• _Instructions to follow_
Transcribe each record below character for character.

[Saved entries]
###

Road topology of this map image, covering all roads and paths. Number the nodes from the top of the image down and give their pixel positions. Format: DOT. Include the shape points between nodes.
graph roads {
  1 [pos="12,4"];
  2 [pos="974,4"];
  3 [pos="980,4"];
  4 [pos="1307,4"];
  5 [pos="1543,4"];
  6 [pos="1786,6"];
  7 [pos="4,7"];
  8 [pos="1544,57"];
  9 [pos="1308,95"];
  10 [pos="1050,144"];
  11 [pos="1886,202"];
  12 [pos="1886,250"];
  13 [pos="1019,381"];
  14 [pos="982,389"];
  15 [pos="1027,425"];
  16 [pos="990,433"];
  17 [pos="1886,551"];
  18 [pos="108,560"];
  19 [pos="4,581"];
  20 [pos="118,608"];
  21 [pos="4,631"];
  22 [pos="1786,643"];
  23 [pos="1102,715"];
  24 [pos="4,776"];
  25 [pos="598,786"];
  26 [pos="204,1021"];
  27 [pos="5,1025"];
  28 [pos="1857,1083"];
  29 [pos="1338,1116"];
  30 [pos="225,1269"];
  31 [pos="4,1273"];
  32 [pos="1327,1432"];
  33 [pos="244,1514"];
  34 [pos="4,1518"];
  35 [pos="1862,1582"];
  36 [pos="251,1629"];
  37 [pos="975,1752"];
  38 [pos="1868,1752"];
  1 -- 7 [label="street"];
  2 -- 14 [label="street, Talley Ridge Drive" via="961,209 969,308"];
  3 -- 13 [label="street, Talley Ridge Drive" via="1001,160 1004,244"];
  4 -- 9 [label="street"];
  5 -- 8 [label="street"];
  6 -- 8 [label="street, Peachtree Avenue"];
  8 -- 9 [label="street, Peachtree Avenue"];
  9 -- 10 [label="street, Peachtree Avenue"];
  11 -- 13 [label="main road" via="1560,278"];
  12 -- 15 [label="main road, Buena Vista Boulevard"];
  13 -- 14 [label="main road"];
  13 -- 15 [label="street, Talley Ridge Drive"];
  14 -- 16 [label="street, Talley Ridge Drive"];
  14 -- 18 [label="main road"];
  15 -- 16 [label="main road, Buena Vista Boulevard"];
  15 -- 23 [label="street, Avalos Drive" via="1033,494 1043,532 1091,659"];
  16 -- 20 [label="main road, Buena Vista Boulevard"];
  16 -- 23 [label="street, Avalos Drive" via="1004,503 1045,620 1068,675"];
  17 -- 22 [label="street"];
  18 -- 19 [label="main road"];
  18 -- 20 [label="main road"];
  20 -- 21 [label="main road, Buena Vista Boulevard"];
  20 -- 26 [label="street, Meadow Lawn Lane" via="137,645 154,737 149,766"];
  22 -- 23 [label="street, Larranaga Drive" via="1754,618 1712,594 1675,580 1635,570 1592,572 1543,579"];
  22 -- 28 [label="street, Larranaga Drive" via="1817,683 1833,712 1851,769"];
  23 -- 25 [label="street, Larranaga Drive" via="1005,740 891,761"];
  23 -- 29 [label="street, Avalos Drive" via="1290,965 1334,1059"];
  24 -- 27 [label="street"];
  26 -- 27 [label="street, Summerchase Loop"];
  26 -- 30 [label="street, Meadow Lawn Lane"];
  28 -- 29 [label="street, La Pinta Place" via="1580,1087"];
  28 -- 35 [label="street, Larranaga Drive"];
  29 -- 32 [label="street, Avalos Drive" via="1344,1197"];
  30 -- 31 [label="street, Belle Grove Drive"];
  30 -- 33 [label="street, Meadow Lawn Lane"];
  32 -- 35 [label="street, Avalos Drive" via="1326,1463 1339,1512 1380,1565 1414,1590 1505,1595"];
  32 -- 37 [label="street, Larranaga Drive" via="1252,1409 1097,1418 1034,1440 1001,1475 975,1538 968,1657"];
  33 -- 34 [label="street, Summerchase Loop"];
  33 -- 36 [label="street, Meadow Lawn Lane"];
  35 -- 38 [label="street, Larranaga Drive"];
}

###

• _Solution for this exercise_
Road topology of this map image, covering all roads and paths. Number the nodes from the top of the image down and give their pixel positions. Format: DOT. Include the shape points between nodes.
graph roads {
  1 [pos="12,4"];
  2 [pos="974,4"];
  3 [pos="980,4"];
  4 [pos="1307,4"];
  5 [pos="1543,4"];
  6 [pos="1786,6"];
  7 [pos="4,7"];
  8 [pos="1544,57"];
  9 [pos="1308,95"];
  10 [pos="1050,144"];
  11 [pos="1886,202"];
  12 [pos="1886,250"];
  13 [pos="1019,381"];
  14 [pos="982,389"];
  15 [pos="1027,425"];
  16 [pos="990,433"];
  17 [pos="1886,551"];
  18 [pos="108,560"];
  19 [pos="4,581"];
  20 [pos="118,608"];
  21 [pos="4,631"];
  22 [pos="1786,643"];
  23 [pos="1102,715"];
  24 [pos="4,776"];
  25 [pos="598,786"];
  26 [pos="204,1021"];
  27 [pos="5,1025"];
  28 [pos="1857,1083"];
  29 [pos="1338,1116"];
  30 [pos="225,1269"];
  31 [pos="4,1273"];
  32 [pos="1327,1432"];
  33 [pos="244,1514"];
  34 [pos="4,1518"];
  35 [pos="1862,1582"];
  36 [pos="251,1629"];
  37 [pos="975,1752"];
  38 [pos="1868,1752"];
  1 -- 7 [label="street"];
  2 -- 14 [label="street, Talley Ridge Drive" via="961,209 969,308"];
  3 -- 13 [label="street, Talley Ridge Drive" via="1001,160 1004,244"];
  4 -- 9 [label="street"];
  5 -- 8 [label="street"];
  6 -- 8 [label="street, Peachtree Avenue"];
  8 -- 9 [label="street, Peachtree Avenue"];
  9 -- 10 [label="street, Peachtree Avenue"];
  11 -- 13 [label="main road" via="1560,278"];
  12 -- 15 [label="main road, Buena Vista Boulevard"];
  13 -- 14 [label="main road"];
  13 -- 15 [label="street, Talley Ridge Drive"];
  14 -- 16 [label="street, Talley Ridge Drive"];
  14 -- 18 [label="main road"];
  15 -- 16 [label="main road, Buena Vista Boulevard"];
  15 -- 23 [label="street, Avalos Drive" via="1033,494 1043,532 1091,659"];
  16 -- 20 [label="main road, Buena Vista Boulevard"];
  16 -- 23 [label="street, Avalos Drive" via="1004,503 1045,620 1068,675"];
  17 -- 22 [label="street"];
  18 -- 19 [label="main road"];
  18 -- 20 [label="main road"];
  20 -- 21 [label="main road, Buena Vista Boulevard"];
  20 -- 26 [label="street, Meadow Lawn Lane" via="137,645 154,737 149,766"];
  22 -- 23 [label="street, Larranaga Drive" via="1754,618 1712,594 1675,580 1635,570 1592,572 1543,579"];
  22 -- 28 [label="street, Larranaga Drive" via="1817,683 1833,712 1851,769"];
  23 -- 25 [label="street, Larranaga Drive" via="1005,740 891,761"];
  23 -- 29 [label="street, Avalos Drive" via="1290,965 1334,1059"];
  24 -- 27 [label="street"];
  26 -- 27 [label="street, Summerchase Loop"];
  26 -- 30 [label="street, Meadow Lawn Lane"];
  28 -- 29 [label="street, La Pinta Place" via="1580,1087"];
  28 -- 35 [label="street, Larranaga Drive"];
  29 -- 32 [label="street, Avalos Drive" via="1344,1197"];
  30 -- 31 [label="street, Belle Grove Drive"];
  30 -- 33 [label="street, Meadow Lawn Lane"];
  32 -- 35 [label="street, Avalos Drive" via="1326,1463 1339,1512 1380,1565 1414,1590 1505,1595"];
  32 -- 37 [label="street, Larranaga Drive" via="1252,1409 1097,1418 1034,1440 1001,1475 975,1538 968,1657"];
  33 -- 34 [label="street, Summerchase Loop"];
  33 -- 36 [label="street, Meadow Lawn Lane"];
  35 -- 38 [label="street, Larranaga Drive"];
}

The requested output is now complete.